What the exercise asks:
Every line in the entries where "Şair" is found should be copied.

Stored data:
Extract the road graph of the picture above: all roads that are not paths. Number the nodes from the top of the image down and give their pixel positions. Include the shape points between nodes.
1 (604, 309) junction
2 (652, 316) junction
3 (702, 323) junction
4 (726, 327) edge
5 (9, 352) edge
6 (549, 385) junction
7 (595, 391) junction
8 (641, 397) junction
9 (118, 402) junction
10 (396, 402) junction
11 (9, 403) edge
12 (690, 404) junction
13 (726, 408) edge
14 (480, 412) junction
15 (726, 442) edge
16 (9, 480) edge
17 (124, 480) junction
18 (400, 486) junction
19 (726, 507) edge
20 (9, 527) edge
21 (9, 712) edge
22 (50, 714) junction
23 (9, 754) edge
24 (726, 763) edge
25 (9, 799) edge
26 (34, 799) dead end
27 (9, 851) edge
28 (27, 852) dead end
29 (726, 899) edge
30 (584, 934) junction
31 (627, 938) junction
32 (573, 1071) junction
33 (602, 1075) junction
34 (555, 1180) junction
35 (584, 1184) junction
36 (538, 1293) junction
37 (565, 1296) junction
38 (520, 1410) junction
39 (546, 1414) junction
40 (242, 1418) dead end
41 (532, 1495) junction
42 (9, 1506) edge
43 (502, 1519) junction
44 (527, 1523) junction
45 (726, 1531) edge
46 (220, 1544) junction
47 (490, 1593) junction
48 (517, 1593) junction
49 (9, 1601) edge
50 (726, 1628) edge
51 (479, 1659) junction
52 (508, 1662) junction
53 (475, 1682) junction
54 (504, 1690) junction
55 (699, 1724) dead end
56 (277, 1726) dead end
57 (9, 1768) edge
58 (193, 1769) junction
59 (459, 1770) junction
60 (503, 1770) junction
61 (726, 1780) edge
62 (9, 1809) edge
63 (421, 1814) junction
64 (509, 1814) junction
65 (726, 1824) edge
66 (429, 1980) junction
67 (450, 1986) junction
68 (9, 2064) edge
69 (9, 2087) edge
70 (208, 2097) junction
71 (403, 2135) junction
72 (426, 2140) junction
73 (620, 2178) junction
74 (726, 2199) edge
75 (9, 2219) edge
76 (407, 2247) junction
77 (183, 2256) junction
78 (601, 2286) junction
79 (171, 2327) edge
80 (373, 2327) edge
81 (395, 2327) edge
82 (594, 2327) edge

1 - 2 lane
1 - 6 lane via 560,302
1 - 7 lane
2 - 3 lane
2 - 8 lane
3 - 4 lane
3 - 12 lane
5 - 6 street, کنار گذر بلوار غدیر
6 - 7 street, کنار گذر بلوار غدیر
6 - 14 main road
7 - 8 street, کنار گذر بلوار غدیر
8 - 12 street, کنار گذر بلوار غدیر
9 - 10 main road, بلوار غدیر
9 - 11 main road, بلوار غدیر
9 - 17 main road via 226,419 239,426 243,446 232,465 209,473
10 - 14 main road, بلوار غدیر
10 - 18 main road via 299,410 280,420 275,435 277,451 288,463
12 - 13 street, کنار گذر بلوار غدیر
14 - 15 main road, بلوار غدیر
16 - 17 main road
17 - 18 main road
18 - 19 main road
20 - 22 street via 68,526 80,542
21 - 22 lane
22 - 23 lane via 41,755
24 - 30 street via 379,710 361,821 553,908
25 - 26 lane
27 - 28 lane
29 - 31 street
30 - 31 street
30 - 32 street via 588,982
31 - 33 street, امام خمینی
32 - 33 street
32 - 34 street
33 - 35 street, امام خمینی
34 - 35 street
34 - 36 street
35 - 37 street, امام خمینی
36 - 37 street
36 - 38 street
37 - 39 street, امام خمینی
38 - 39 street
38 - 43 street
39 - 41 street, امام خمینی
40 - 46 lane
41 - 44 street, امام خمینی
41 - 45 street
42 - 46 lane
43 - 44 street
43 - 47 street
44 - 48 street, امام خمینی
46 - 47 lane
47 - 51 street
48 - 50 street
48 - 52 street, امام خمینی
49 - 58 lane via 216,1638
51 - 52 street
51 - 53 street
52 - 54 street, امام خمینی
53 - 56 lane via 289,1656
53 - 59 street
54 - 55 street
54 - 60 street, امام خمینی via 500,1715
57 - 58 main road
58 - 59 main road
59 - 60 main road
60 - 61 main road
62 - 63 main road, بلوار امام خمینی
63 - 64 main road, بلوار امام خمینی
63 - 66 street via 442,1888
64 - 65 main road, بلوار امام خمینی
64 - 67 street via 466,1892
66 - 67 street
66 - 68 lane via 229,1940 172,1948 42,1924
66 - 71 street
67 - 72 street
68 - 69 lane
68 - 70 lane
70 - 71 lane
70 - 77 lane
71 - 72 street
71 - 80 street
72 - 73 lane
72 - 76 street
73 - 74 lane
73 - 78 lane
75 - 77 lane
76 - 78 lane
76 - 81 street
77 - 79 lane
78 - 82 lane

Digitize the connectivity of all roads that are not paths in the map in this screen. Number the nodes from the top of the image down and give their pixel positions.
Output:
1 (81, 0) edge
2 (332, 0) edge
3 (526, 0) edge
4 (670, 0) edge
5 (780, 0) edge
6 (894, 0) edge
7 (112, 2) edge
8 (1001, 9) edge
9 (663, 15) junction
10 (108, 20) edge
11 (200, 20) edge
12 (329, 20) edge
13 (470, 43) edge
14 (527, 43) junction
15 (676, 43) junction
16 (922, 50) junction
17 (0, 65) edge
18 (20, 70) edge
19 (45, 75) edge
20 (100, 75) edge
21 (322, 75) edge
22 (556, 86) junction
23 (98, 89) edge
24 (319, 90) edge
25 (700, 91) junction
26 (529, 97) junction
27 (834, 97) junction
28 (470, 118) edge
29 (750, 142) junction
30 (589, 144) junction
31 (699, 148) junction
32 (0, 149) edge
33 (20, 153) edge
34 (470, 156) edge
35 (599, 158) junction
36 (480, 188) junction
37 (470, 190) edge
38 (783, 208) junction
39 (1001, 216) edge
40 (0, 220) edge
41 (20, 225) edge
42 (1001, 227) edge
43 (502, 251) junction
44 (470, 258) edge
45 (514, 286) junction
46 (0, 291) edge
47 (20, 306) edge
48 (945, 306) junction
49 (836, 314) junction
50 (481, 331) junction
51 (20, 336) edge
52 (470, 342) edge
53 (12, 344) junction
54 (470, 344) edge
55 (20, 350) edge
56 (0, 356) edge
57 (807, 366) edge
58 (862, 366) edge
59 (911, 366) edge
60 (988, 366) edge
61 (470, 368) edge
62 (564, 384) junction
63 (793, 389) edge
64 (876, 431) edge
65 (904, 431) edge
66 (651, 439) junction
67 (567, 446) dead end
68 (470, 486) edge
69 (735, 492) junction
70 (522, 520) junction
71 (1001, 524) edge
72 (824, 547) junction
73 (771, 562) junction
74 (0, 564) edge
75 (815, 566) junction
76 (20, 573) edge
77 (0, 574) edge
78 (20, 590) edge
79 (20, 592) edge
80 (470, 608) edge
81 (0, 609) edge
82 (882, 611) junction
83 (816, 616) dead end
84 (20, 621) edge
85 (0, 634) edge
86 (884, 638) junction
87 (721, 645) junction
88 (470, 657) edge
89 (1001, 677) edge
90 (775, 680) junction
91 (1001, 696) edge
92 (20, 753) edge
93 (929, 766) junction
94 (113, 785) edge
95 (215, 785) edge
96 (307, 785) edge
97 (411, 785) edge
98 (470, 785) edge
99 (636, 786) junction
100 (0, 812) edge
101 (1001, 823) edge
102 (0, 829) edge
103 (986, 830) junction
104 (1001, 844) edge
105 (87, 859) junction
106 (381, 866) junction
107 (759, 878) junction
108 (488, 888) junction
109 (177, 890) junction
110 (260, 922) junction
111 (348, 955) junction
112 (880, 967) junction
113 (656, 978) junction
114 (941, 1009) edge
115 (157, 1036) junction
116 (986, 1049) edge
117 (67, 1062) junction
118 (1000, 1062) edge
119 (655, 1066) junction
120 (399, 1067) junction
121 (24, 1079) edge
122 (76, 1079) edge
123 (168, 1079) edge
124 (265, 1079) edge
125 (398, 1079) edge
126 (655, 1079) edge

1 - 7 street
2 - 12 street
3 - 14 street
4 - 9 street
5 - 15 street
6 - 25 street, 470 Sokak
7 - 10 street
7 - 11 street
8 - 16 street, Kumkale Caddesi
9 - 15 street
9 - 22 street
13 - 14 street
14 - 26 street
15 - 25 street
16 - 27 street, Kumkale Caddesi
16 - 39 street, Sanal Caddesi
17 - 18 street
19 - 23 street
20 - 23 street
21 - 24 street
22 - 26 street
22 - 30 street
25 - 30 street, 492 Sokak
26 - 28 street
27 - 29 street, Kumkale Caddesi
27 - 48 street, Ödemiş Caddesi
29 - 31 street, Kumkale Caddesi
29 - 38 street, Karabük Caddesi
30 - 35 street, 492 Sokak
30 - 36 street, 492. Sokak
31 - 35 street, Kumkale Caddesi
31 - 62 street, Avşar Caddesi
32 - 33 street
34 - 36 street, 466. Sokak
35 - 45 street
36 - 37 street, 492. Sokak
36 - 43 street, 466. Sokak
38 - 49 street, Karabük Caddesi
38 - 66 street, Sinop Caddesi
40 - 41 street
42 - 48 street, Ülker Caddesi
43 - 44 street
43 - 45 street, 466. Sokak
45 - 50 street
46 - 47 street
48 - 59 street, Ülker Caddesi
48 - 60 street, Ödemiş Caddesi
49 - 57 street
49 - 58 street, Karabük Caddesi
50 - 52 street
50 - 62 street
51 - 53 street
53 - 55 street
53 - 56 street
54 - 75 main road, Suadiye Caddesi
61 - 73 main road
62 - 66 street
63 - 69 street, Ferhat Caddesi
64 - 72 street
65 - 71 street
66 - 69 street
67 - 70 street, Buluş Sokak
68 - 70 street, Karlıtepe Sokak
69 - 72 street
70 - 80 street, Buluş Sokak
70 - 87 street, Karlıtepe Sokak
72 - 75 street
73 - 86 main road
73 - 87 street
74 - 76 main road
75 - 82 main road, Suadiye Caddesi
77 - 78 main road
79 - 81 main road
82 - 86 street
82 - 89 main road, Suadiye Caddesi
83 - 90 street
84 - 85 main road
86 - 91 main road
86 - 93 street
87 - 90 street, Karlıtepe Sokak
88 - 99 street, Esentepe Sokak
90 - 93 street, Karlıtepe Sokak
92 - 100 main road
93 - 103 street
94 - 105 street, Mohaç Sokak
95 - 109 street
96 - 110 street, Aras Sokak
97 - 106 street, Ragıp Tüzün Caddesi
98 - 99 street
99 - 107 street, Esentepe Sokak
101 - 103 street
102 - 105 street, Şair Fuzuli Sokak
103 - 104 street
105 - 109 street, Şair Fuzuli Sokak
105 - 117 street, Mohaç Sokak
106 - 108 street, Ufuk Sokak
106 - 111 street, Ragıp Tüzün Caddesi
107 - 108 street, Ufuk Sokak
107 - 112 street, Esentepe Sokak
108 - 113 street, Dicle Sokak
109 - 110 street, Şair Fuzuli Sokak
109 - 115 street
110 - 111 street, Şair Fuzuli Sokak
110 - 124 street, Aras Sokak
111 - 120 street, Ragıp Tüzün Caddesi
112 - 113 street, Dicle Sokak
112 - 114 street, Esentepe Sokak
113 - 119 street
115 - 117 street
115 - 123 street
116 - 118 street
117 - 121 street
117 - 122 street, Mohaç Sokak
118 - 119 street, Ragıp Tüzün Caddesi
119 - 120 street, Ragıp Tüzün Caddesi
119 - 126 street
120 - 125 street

Answer space:
102 - 105 street, Şair Fuzuli Sokak
105 - 109 street, Şair Fuzuli Sokak
109 - 110 street, Şair Fuzuli Sokak
110 - 111 street, Şair Fuzuli Sokak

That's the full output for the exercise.